John W. Newport, an internationally recognized cell biologist and a professor of biology at the University of California, San Diego, died of pancreatic cancer on December 26 in Del Mar. He was 54.

Professor Newport joined the UCSD faculty as an assistant professor of biology in 1983. He was noted for his discoveries about how proteins in the cell regulate the timing of early developmental events, including how a single protein regulates cell division in all organisms. He also elucidated the mechanisms by which cells assemble and disassemble the nucleus, the compartment that holds an organism's genetic instructions, and published numerous articles about his discoveries in Science, Cell and other prestigious scientific journals.

Dr. Newport was born October 30, 1951 in Redwood City, CA, and graduated from Reed College with a degree in biology in 1975. He received his doctorate in chemistry at the University of Oregon in 1979 and spent the following four years as a postdoctoral fellow at the University of California, San Francisco, where he began his investigations of the basic processes of the cell.

Dr. Marc Kirschner, chair of the Systems Biology Department at the Harvard Medical School, who oversaw Newport's research at UC San Francisco, recalled that Newport's chemistry training early on provided him with a different perspective how to tackle complex biological problems. "You could see his physical chemist's mind at work, the way he approached complex biological problems very mechanistically," Kirschner said. "He was a very deep thinking conceptual person who was not afraid to tackle complex problems. And what was remarkable about John was that he could come up with simple ways, simple experiments, to tackle some of the most complex biological problems."

Dr. Newport was widely admired among the UCSD faculty for his innovative and imaginative approach to answering scientific problems. "He was a highly distinguished, internationally recognized scientist who, over the course of his career, made numerous seminal discoveries elucidating the mechanisms by which cells divide," said Richard A. Firtel, professor and chair of cell and developmental biology at UCSD.

"John had a major impact on cell biology and his contributions on the control of cell cycles will be cited for decades to come," said William J. McGinnis, a professor of biology and close colleague of John's. In the early 1980s, Dr. Newport, with his colleagues Drs. Douglass Jane Forbes and Marc Kirschner, discovered that a cell's nucleus could be chemically assembled and dissembled in a test tube.

These accomplishments and others led the National Institutes of Health to award Newport in 2000 with a 10-year merit grant, an honor given to only the highest performing scientists funded by the agency, and to his election in 2001 to the American Academy of Arts and Sciences.
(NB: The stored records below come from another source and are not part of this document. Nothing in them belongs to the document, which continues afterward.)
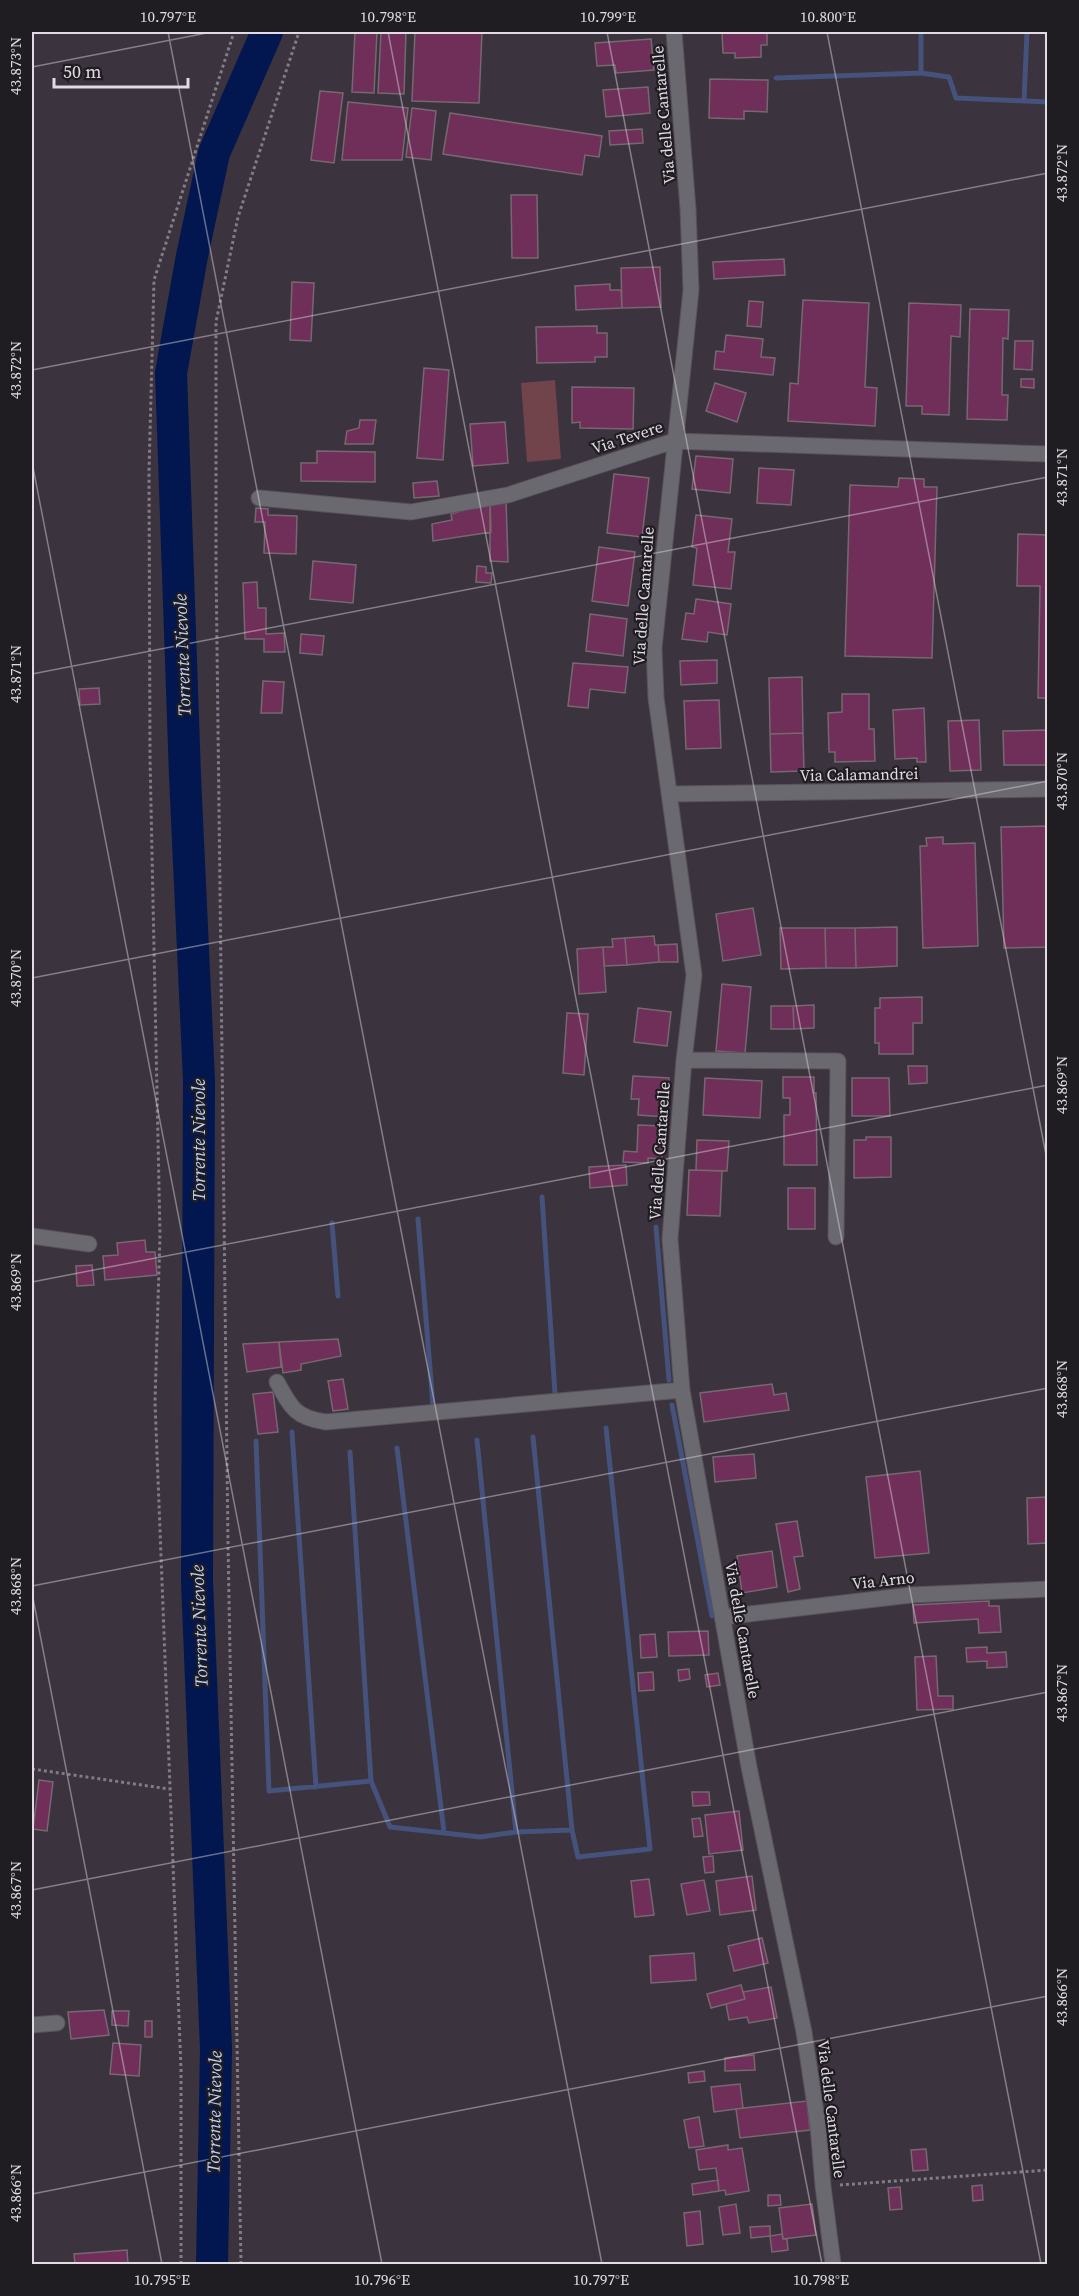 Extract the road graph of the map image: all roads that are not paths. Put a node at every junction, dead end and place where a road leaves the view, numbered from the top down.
1 (674, 32) edge
2 (674, 441) junction
3 (1047, 454) edge
4 (260, 498) dead end
5 (1047, 789) edge
6 (670, 794) junction
7 (684, 1060) junction
8 (32, 1236) edge
9 (836, 1237) dead end
10 (90, 1244) dead end
11 (276, 1382) dead end
12 (682, 1390) junction
13 (1047, 1589) edge
14 (723, 1617) junction
15 (57, 2023) dead end
16 (32, 2025) edge
17 (833, 2265) edge

1 - 2 street, Via delle Cantarelle
2 - 3 street, Via Tevere
2 - 4 street, Via Tevere
2 - 6 street, Via delle Cantarelle
5 - 6 street, Via Calamandrei
6 - 7 street, Via delle Cantarelle
7 - 9 street
7 - 12 street, Via delle Cantarelle
8 - 10 street
11 - 12 street
12 - 14 street, Via delle Cantarelle
13 - 14 street, Via Arno
14 - 17 street, Via delle Cantarelle
15 - 16 street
According to Marc Kirschner, Dr. Newport's approach to science distinguished him as a trailblazer, seeking to answer questions no one else had considered. "He became less interested if he knew half the field was working on the same problems," Kirschner said. "He was always looking for things no one else had touched."

During the last several years of his life, Dr. Newport had been working on the genetic basis of sleep and sleep disorders, an area that few biologists had probed.
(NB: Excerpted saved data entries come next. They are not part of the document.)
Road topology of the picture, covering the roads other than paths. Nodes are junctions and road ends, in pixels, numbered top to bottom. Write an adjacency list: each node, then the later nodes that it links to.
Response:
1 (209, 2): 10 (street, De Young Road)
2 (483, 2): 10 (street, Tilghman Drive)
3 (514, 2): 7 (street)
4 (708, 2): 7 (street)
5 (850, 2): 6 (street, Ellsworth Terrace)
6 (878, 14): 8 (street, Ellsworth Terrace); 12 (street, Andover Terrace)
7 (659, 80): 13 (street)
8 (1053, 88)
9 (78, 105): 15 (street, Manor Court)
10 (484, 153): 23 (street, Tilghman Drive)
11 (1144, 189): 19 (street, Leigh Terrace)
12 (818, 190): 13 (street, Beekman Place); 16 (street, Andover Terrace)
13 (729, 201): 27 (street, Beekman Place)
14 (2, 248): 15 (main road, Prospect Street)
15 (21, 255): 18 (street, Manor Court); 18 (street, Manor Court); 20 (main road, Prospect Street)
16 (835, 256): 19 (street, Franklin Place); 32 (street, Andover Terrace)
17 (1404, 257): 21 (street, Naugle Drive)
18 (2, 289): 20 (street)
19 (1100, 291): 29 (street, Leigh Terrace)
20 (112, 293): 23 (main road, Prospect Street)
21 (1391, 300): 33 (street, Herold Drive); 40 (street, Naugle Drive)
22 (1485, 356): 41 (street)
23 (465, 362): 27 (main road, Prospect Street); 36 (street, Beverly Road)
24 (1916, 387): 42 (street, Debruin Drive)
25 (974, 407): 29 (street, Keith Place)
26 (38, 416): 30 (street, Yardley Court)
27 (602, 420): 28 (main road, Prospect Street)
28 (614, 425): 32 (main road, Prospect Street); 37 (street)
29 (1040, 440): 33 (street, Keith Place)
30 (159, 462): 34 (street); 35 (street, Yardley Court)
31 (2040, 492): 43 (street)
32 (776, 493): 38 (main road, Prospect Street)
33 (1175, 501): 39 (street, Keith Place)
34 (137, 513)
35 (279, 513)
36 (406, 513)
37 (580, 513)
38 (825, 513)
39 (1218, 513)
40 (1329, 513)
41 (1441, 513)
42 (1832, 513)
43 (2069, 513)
"John was an incredibly creative scientist, with the rare combination of confidence and modesty," said Bill McGinnis. "He was almost invariably right, but he didn't browbeat his colleagues until they believed him. He let his data speak for him."

At UCSD, Dr. Newport also made contributions to improve the quality of academic life. "John used his leadership ability to raise the quality of science and academic life at UCSD," said Rick Firtel. "During the past year, he was chair of the university's committee on academic promotions, a position of major importance to the campus faculty and the overall well-being of the campus."

He was also active in the Del Mar community, frequently volunteering at his son's and daughter's schools and personally sponsoring a recreational soccer team in the area whose jerseys bore the advertisement "UCSD Biology."

John Newport is survived by his former spouse, Dr. Douglass Jane Forbes of Del Mar; their two children, Katherine and Joshua of Del Mar; a brother, James Newport of Del Mar and Las Vegas; and a sister, Julie Newport of Hong Kong.